**DATA SUPPLIED**
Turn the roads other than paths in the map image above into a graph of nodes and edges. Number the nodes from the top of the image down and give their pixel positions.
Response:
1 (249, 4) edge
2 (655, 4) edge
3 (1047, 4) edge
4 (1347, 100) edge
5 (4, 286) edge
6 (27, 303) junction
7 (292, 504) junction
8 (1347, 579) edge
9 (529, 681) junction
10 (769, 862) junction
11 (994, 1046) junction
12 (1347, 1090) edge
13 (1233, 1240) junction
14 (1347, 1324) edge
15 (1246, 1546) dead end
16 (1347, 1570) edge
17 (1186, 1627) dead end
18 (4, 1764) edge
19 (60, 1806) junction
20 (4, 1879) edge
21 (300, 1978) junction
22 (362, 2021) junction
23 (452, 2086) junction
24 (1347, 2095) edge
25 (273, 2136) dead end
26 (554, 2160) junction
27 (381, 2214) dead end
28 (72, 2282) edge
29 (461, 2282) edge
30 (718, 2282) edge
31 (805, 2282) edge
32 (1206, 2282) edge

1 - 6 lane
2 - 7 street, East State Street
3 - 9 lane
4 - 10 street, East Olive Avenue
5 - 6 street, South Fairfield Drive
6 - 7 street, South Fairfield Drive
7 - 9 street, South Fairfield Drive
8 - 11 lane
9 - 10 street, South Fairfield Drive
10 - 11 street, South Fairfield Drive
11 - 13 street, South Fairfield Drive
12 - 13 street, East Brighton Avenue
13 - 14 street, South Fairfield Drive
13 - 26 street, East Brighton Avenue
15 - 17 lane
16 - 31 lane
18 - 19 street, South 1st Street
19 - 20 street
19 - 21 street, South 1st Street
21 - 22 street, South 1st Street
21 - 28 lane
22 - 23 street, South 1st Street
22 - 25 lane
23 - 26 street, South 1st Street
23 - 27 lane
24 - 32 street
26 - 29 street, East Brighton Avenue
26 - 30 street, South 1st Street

==

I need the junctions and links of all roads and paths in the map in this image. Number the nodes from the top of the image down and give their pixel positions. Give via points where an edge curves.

**WHAT TO WORK ON**
Go through the material and report each line that holds the string "down".

**SOLUTION TO THIS TASK**
Turn the roads other than paths in the map image above into a graph of nodes and edges. Number the nodes from the top of the image down and give their pixel positions.
I need the junctions and links of all roads and paths in the map in this image. Number the nodes from the top of the image down and give their pixel positions. Give via points where an edge curves.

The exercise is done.